China Admits Destruction of Early Coronavirus Samples

A man takes a COVID-19 test at a quarantine hotel in Wuhan in central China's Hubei provin
Ng Han Guan/AP Photo

Chinese National Health Commission official Liu Dengfeng admitted on Friday that his government did indeed destroy early samples of the Wuhan coronavirus, as has long been alleged by skeptics.

Liu claimed this was done to “prevent the risk to laboratory biological safety and prevent secondary disasters caused by unidentified pathogens.”

The South China Morning Post (SCMP) noted that critics such as U.S. Secretary of State Mike Pompeo have criticized the Chinese Communist Party (CCP) for refusing to provide samples to the international medical community when the Wuhan outbreak began in late 2019 and for destroying those samples. Liu insisted there was nothing nefarious about the destruction:

“The remarks made by some US officials were taken out of context and intended to confuse,” [Liu] said at a briefing in Beijing.

When the pneumonia-like illness was first reported in Wuhan, “national-level professional institutes” were working to identify the pathogen that was causing it, Liu said.

“Based on comprehensive research and expert opinion, we decided to temporarily manage the pathogen causing the pneumonia as Class II – highly pathogenic – and imposed biosafety requirements on sample collection, transport and experimental activities, as well as destroying the samples,” he said.

Liu added that this was in line with China’s standard practice for handling highly pathogenic samples, which should not be done by labs that do not meet the requirements.

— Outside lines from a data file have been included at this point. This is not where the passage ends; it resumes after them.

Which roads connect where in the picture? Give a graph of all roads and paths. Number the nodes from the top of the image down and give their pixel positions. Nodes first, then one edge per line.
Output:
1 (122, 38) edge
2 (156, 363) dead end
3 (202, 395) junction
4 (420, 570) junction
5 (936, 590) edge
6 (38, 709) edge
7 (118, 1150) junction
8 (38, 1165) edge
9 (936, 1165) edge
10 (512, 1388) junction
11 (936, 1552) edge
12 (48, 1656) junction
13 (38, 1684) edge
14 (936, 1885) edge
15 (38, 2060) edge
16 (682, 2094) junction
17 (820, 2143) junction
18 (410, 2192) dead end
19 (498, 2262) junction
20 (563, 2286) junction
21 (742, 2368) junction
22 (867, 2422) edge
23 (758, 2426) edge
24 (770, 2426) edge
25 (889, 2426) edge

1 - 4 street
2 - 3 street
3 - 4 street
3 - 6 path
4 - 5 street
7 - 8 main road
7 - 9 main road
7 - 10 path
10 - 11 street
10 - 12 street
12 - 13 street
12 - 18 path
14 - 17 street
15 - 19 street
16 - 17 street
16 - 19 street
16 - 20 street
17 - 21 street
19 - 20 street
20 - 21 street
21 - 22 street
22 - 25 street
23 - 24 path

The SCMP quickly pointed out that Liu’s statements were not accurate since it has been established by earlier reports that major Chinese virus labs were ordered to destroy their samples after correctly identifying the mysterious new disease that emerged in December as a member of the SARS family.

As the New York Post summarized in February:

In late December, several genomics companies tested samples from sick patients in Wuhan — the center of the coronavirus outbreak — and noticed alarming similarities between their illnesses and the 2002 SARS virus, the Sunday Times of London reported, citing Chinese business news site Caixin Global.

The researchers alerted Beijing of their findings — and on Jan. 3, received a gag order from China’s National Health Commission, with instructions to destroy the samples.

Rather than hunkering down to contain the virus, Wuhan officials went ahead with their annual potluck dinner for 40,000 families.

The alleged cover-up continued when representatives from the US Centers for Disease Control and Prevention on Jan. 8 visited Wuhan, where officials intentionally withheld information that hospital workers had been infected by patients — a telltale sign of contagion.

News of the virus’ highly contagious nature didn’t surface publicly until Jan. 20. Wuhan was locked down and a mass quarantine ordered three days later.

In early May, a leaked Western intelligence document described Chinese laboratories deliberately destroying evidence that the coronavirus could be transmitted between humans, including virus samples, during the early weeks of the outbreak when the CCP was eager to conceal that dangerous information. The document described China’s actions as an “insult to international transparency.”

The U.S. Department of Homeland Security (DHS) reportedly produced an analysis at roughly the same time that said China wanted to keep the rest of the world from knowing how contagious the coronavirus was because Chinese companies were frantically buying up medical supplies and protective gear from other countries, and would have encountered difficulty making those bulk purchases if the other countries understood how rapidly the virus could spread.

The SCMP reported that Chinese National Health Commission officials on Friday also denied multiple statements by World Health Organization (W.H.O.) officials that they have been refused access to Wuhan and its virology institute, the lab frequently discussed as a possible source of the outbreak.

“The W.H.O. has never made a request to visit a certain laboratory, so the statement that the WHO was denied a visit to the Wuhan laboratory is untrue,” said senior Chinese official Li Mingzhu.

The Wall Street Journal (WSJ) reported on Tuesday that the CCP is still stalling investigations into Wuhan, its notorious virus-spreading “wet markets,” and the Wuhan Institute of Virology. Eyewitnesses in China confirmed they gathered data and physical evidence from Wuhan in December that is still hidden from the world by the Chinese government, despite its constant claims of transparency and cooperation.

The Chinese National Health Commission pointedly refused to answer the WSJ’s questions about this evidence, responding with CCP political boilerplate about how “the virus should not be linked to any particular country, region, or people” and all nations should “join forces and work together, rather than blaming each other and shirking responsibility.”

The WSJ also noted that despite China’s denials that it has stymied W.H.O. investigations, W.H.O. officials confirmed that investigative data long promised by China still has not been delivered to the organization, and China is indeed still thwarting efforts by international investigators to visit the outbreak area in Wuhan.